┌────────

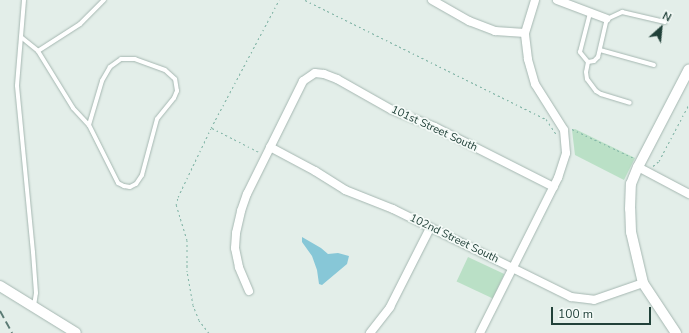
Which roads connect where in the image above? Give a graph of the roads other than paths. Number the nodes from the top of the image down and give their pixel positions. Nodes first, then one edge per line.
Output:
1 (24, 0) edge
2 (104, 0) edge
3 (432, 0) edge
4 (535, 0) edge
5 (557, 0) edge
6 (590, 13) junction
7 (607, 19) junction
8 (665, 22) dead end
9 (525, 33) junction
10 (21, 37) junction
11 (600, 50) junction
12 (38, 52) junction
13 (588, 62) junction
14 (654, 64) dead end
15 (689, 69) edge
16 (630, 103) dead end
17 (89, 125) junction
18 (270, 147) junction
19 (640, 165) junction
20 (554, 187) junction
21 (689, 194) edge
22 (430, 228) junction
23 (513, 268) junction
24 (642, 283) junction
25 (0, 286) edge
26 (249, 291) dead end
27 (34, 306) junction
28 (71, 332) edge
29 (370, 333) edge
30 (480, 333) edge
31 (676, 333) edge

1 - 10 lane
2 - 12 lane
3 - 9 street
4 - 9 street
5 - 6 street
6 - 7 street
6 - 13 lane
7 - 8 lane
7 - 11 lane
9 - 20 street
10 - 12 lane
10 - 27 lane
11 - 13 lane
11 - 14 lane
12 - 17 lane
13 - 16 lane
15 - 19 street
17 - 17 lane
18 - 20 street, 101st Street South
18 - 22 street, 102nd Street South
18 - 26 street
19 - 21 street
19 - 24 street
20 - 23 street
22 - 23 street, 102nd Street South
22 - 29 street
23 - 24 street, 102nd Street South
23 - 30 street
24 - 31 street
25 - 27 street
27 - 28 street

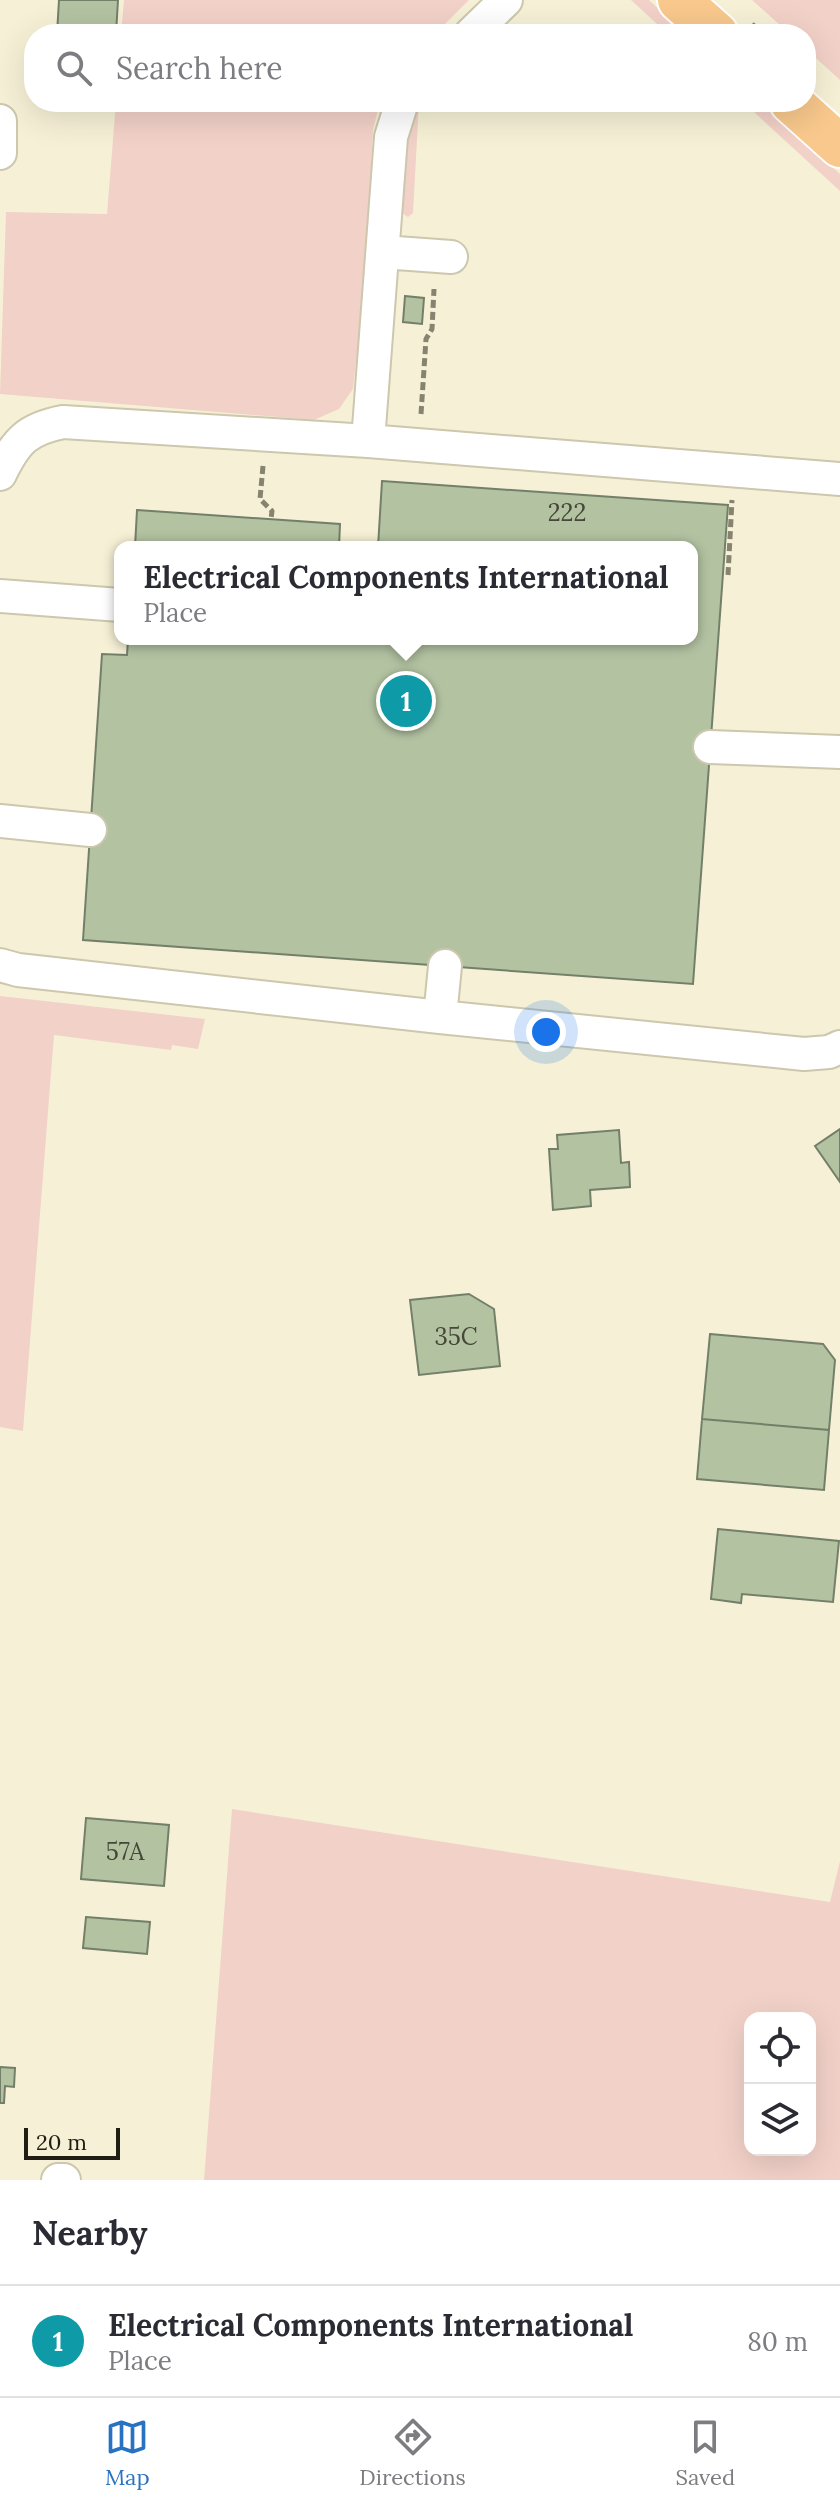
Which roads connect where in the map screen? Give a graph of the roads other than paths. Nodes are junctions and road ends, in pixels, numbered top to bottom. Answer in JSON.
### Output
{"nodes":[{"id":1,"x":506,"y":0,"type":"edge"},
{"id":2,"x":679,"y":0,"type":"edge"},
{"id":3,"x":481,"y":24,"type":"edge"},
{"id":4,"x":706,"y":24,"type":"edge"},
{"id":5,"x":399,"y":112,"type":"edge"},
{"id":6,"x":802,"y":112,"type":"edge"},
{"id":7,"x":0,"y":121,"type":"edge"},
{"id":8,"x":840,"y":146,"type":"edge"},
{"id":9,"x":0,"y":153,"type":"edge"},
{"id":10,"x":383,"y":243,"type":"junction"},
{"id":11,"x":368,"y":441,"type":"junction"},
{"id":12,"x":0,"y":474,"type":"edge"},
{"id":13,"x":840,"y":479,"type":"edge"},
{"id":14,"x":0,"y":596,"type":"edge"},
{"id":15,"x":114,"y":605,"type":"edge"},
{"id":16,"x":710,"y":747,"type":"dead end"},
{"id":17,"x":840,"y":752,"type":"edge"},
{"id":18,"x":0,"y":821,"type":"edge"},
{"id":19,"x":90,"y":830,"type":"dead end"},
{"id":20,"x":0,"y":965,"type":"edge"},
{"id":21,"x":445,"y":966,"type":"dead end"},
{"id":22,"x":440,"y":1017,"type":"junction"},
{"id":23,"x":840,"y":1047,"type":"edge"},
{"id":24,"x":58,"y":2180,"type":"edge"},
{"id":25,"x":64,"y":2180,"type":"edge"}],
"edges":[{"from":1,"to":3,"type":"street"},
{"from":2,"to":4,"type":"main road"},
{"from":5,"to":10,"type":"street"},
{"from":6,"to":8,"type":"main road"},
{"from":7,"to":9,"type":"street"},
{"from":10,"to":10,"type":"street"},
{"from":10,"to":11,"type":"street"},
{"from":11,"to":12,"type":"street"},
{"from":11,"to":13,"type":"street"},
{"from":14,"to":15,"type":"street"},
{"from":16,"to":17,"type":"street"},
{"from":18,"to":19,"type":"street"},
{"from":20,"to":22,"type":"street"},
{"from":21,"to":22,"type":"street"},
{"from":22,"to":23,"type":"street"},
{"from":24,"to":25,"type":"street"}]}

└────────

- **Instructions to follow**
Would you report every line of the entries above containing the word "South"?

- **Response**
18 - 20 street, 101st Street South
18 - 22 street, 102nd Street South
22 - 23 street, 102nd Street South
23 - 24 street, 102nd Street South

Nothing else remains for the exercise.